__Exercise objective__. Quote the entries in full, character for character, without their images.

__Excerpted records__.
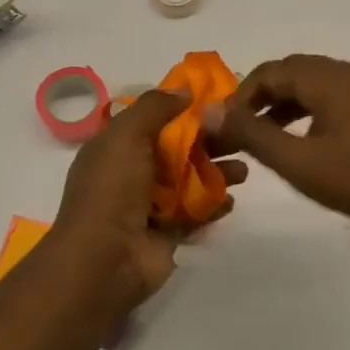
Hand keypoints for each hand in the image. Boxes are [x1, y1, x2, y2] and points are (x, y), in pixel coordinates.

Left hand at [50, 90, 246, 313]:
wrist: (105, 260)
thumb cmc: (113, 189)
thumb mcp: (126, 135)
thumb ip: (155, 107)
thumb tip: (184, 89)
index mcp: (116, 146)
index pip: (153, 119)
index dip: (183, 109)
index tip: (217, 101)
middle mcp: (132, 172)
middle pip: (178, 148)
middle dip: (209, 141)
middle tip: (239, 135)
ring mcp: (151, 204)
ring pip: (191, 180)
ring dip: (217, 172)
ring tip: (243, 171)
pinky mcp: (169, 232)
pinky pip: (197, 212)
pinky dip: (214, 205)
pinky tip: (230, 200)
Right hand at [204, 54, 349, 234]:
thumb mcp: (297, 162)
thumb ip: (251, 134)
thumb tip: (207, 111)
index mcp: (329, 78)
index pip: (271, 71)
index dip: (241, 95)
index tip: (225, 125)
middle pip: (295, 72)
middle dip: (263, 97)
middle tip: (242, 128)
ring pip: (318, 83)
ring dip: (288, 103)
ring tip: (268, 135)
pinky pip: (339, 95)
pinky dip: (313, 109)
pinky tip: (308, 139)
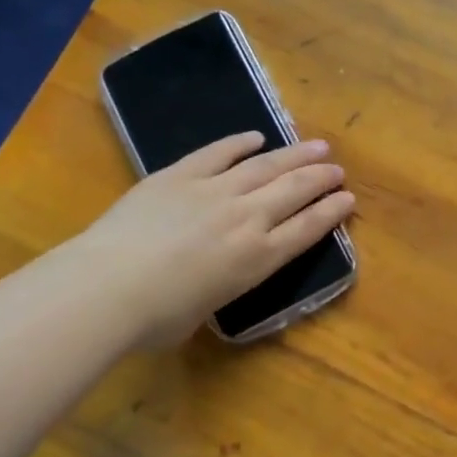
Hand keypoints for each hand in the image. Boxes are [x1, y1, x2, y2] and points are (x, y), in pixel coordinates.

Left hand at [80, 131, 354, 348]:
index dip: (330, 212)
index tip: (348, 198)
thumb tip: (207, 280)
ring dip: (294, 155)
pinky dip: (239, 143)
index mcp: (257, 259)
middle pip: (294, 191)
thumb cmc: (156, 319)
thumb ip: (215, 289)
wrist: (108, 286)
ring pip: (265, 166)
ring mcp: (214, 191)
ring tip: (316, 145)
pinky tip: (256, 137)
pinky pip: (218, 153)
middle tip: (337, 169)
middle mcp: (246, 219)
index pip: (306, 229)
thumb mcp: (202, 313)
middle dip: (320, 178)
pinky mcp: (180, 175)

__Exercise solution__.
Hand keypoints for each hand in the image. Boxes are [x1, y1, x2, y2] and points are (x, y), in pixel coordinates.

Left hand at [50, 90, 246, 313]:
wrist: (105, 260)
thumb cmc: (113, 189)
thumb mcp: (126, 135)
thumb ip: (155, 107)
thumb tip: (184, 89)
index mcp: (116, 146)
index pip: (153, 119)
index dip: (183, 109)
index tip: (217, 101)
middle mcp: (132, 172)
middle pip: (178, 148)
middle dip: (209, 141)
middle tip: (239, 135)
ring mcp: (151, 204)
ring pip: (191, 180)
ring dip: (217, 172)
ring tip: (243, 171)
pinky mcp: (169, 232)
pinky pip: (197, 212)
pinky dip: (214, 205)
pinky tip: (230, 200)
Right hand at [204, 54, 349, 234]:
thumb mcp: (297, 162)
thumb ip: (251, 134)
thumb tip: (207, 111)
index mcp: (329, 78)
index pip: (271, 71)
index dip: (241, 95)
index tip: (225, 125)
middle pip: (295, 72)
middle dip: (263, 97)
middle tip: (242, 128)
ring pip: (318, 83)
ring dip: (288, 103)
ring tip: (268, 135)
pinky pip: (339, 95)
pinky dip: (313, 109)
pinky tip: (308, 139)
Hand keypoints for each hand in the image. Boxes are [x1, y1, x2, y2] and points are (x, y), in pixel coordinates.

Left hand at [80, 131, 354, 348]:
index dip: (330, 212)
index tip: (348, 198)
thumb tip: (207, 280)
ring dip: (294, 155)
pinky dip: (239, 143)
index mcp: (257, 259)
middle pip: (294, 191)
thumb cmc: (156, 319)
thumb ip: (215, 289)
wrist: (108, 286)
ring pip: (265, 166)
ring mcp: (214, 191)
ring tip: (316, 145)
pinky tip: (256, 137)
pinky pip: (218, 153)
middle tip: (337, 169)
middle mcp: (246, 219)
index pip: (306, 229)
thumb mcp: (202, 313)
middle dip: (320, 178)
pinky mcp: (180, 175)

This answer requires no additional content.